■ MATERIAL FOR THE TASK:
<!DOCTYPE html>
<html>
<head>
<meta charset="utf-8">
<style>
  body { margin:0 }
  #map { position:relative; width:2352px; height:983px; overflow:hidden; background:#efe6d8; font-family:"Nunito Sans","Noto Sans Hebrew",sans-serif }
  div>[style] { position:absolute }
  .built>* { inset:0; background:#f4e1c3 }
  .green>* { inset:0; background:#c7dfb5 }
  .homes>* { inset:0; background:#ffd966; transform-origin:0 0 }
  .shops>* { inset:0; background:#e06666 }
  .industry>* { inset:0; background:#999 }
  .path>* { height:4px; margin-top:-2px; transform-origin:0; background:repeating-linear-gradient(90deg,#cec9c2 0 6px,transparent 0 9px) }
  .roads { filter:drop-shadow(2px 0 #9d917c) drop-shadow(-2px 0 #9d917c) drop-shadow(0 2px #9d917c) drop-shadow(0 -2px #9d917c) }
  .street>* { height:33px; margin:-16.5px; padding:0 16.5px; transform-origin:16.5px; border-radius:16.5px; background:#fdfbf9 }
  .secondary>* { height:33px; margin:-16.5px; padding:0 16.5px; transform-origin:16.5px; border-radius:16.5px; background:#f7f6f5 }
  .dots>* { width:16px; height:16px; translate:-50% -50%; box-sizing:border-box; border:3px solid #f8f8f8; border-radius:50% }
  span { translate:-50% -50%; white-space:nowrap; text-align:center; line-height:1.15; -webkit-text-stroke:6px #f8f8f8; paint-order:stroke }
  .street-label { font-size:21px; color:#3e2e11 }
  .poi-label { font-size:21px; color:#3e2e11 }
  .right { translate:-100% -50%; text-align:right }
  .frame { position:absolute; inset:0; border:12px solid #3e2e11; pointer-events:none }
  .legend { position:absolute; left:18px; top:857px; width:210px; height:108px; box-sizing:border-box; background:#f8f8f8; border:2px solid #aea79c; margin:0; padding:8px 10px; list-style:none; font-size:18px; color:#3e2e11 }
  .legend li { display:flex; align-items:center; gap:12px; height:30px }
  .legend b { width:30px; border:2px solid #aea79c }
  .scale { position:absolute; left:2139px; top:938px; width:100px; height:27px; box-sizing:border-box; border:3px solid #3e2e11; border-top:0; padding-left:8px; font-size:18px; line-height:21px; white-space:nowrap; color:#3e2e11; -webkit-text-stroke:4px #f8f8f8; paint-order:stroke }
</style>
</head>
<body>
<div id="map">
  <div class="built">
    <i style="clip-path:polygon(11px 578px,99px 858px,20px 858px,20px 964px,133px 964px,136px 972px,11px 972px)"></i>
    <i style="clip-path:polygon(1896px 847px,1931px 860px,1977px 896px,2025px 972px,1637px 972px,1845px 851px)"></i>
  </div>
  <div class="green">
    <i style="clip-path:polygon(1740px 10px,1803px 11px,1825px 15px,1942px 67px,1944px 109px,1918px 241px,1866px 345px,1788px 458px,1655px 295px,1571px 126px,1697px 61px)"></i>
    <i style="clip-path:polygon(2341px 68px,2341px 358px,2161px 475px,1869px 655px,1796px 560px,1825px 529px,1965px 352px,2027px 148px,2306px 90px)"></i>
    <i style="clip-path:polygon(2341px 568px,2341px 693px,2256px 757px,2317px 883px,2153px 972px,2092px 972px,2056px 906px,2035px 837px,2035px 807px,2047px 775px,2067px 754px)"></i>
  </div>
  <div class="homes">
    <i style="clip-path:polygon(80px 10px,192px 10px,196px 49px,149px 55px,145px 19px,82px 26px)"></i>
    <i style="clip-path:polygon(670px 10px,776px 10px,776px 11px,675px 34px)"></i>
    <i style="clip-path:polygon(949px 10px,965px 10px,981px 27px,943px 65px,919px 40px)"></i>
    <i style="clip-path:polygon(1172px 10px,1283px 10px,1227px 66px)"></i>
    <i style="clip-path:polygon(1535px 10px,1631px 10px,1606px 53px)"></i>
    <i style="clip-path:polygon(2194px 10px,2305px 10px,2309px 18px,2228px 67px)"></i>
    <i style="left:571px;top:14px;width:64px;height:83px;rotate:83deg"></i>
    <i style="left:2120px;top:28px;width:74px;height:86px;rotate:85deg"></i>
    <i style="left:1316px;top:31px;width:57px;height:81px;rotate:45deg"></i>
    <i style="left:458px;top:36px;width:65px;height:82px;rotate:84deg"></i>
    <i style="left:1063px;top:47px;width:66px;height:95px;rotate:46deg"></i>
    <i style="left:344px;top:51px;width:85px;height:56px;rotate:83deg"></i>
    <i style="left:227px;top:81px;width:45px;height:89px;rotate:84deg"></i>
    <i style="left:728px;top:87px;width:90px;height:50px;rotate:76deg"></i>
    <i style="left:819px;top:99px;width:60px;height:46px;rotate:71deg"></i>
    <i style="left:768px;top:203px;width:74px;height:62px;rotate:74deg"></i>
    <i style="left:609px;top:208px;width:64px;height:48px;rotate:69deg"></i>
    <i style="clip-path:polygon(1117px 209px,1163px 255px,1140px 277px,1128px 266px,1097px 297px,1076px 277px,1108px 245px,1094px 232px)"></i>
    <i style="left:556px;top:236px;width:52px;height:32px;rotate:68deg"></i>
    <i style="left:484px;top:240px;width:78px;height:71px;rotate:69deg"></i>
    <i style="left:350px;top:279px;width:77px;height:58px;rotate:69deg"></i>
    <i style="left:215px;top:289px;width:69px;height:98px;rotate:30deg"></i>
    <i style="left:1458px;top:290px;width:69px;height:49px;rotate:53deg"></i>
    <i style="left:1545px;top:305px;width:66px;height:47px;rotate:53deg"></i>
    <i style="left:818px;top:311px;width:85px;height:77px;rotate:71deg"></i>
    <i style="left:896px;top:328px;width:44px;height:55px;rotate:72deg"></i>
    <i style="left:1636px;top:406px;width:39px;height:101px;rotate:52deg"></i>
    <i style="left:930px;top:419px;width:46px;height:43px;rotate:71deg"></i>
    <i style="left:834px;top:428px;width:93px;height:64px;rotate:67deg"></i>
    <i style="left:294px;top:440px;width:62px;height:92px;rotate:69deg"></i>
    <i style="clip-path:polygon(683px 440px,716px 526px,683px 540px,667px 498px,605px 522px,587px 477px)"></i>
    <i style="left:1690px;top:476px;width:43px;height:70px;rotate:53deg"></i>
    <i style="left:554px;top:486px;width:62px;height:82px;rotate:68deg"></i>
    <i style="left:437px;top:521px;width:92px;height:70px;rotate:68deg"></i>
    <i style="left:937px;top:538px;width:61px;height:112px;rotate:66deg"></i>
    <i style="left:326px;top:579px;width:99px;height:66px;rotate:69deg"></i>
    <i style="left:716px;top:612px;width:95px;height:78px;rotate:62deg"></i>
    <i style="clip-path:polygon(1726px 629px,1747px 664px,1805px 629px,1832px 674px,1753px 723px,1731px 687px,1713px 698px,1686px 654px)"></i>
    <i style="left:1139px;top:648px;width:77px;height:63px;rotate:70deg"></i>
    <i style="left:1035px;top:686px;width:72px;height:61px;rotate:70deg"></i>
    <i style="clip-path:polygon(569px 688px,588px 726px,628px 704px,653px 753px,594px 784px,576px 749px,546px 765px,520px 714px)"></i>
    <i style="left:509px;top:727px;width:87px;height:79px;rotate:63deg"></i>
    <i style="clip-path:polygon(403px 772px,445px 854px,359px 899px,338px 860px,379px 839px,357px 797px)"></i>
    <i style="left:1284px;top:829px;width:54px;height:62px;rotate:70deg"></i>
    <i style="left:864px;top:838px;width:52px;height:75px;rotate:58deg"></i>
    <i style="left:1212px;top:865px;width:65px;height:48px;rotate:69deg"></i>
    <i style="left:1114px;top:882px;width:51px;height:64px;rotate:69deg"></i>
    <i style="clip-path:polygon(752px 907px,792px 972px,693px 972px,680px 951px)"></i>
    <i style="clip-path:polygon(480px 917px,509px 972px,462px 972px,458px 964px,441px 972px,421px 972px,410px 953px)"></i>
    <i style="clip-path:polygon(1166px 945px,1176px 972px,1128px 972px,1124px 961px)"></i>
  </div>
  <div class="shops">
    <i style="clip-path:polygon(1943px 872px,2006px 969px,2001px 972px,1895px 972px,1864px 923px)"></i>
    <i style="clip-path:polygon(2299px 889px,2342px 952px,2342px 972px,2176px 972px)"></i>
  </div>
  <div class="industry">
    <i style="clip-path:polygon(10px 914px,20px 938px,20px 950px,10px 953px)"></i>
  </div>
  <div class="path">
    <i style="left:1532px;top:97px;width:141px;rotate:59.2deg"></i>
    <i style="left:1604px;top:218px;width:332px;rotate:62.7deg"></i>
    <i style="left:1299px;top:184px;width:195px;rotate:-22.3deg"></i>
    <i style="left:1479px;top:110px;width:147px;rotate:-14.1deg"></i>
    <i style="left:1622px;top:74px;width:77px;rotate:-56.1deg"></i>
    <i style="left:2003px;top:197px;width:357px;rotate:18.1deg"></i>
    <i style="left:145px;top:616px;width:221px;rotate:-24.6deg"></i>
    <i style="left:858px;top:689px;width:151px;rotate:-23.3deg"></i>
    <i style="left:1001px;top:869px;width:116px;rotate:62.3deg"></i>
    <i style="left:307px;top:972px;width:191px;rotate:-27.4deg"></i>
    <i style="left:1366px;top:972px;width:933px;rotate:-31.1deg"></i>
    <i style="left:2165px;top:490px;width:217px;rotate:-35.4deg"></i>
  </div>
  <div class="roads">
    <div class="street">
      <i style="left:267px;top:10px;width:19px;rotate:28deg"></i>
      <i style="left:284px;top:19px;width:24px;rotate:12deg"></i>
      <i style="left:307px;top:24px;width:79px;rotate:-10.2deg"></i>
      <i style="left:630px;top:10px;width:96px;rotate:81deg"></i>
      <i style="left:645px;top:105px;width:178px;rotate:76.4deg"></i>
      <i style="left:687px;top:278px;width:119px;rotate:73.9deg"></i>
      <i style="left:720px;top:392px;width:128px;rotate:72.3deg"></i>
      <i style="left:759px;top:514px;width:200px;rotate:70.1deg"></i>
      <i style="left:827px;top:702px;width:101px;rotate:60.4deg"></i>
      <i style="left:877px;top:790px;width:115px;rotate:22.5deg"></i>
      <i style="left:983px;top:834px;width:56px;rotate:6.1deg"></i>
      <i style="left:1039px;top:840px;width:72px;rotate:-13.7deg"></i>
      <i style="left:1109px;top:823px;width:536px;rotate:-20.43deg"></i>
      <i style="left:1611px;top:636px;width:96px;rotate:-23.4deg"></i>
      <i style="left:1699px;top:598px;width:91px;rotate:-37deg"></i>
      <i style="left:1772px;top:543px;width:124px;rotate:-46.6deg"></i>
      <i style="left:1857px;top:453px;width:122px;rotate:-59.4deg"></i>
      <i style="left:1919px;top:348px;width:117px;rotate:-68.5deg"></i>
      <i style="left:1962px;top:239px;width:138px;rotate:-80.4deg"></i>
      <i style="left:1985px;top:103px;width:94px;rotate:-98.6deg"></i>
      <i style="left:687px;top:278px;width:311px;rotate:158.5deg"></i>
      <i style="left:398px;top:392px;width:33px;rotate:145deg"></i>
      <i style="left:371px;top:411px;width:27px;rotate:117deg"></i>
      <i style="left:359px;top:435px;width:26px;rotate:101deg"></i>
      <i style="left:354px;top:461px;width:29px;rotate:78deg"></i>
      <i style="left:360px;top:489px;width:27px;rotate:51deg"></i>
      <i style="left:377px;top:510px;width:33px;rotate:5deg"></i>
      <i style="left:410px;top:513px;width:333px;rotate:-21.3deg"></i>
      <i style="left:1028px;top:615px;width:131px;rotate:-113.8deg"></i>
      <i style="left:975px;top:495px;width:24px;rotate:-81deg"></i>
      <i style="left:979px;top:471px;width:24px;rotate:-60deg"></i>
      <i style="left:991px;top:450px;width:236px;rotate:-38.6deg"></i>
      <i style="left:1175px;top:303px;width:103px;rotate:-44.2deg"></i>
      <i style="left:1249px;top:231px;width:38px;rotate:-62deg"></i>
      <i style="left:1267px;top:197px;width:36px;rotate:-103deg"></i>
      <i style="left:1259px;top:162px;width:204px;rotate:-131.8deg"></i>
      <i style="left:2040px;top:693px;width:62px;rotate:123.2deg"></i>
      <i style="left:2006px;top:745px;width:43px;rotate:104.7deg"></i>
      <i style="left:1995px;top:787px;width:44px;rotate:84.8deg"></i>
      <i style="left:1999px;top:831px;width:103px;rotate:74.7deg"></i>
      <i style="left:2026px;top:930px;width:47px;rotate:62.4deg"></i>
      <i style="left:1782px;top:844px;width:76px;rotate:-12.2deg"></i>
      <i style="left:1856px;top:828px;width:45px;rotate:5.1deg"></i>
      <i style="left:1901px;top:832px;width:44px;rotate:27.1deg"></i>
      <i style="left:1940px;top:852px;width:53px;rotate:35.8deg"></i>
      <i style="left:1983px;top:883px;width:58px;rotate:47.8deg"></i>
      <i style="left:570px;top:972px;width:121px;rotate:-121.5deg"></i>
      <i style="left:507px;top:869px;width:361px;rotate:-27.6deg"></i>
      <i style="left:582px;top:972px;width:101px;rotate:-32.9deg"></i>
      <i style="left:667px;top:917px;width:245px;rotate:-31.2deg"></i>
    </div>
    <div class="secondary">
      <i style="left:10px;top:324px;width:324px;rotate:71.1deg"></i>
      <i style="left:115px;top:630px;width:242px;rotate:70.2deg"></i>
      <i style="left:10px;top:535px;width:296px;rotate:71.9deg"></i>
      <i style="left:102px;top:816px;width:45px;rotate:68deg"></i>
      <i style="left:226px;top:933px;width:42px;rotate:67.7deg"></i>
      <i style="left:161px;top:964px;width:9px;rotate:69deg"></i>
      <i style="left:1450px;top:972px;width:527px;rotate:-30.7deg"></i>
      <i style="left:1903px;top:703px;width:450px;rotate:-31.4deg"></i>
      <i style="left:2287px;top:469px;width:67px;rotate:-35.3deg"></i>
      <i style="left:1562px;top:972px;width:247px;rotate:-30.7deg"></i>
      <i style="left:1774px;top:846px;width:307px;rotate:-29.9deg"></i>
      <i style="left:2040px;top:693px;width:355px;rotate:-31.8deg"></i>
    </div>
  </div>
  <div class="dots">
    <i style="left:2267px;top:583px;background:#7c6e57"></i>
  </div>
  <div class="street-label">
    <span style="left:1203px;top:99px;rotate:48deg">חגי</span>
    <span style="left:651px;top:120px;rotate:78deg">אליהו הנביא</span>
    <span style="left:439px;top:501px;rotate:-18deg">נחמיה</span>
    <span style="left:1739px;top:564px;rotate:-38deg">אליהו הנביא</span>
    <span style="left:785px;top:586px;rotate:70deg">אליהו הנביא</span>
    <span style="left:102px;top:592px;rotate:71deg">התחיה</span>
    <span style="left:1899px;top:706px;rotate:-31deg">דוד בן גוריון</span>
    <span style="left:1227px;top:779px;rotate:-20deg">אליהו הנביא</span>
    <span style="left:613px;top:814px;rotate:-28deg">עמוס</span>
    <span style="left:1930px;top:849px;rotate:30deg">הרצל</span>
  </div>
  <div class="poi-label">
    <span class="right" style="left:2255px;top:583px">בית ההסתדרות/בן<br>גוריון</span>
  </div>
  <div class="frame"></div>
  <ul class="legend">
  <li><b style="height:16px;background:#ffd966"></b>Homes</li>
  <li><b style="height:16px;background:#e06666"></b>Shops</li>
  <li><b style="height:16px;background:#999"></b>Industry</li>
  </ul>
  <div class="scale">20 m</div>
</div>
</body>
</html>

■ DIRECTIONS:
Restate the records above verbatim up to and including the line containing "filter:drop-shadow(2px 0 #9d917c)".

■ REPLY:
<!DOCTYPE html>
<html>
<head>
<meta charset="utf-8">
<style>
  body { margin:0 }
  #map { position:relative; width:2352px; height:983px; overflow:hidden; background:#efe6d8; font-family:"Nunito Sans","Noto Sans Hebrew",sans-serif }
  div>[style] { position:absolute }
  .built>* { inset:0; background:#f4e1c3 }
  .green>* { inset:0; background:#c7dfb5 }
  .homes>* { inset:0; background:#ffd966; transform-origin:0 0 }
  .shops>* { inset:0; background:#e06666 }
  .industry>* { inset:0; background:#999 }
  .path>* { height:4px; margin-top:-2px; transform-origin:0; background:repeating-linear-gradient(90deg,#cec9c2 0 6px,transparent 0 9px) }
  .roads { filter:drop-shadow(2px 0 #9d917c) drop-shadow(-2px 0 #9d917c) drop-shadow(0 2px #9d917c) drop-shadow(0 -2px #9d917c) }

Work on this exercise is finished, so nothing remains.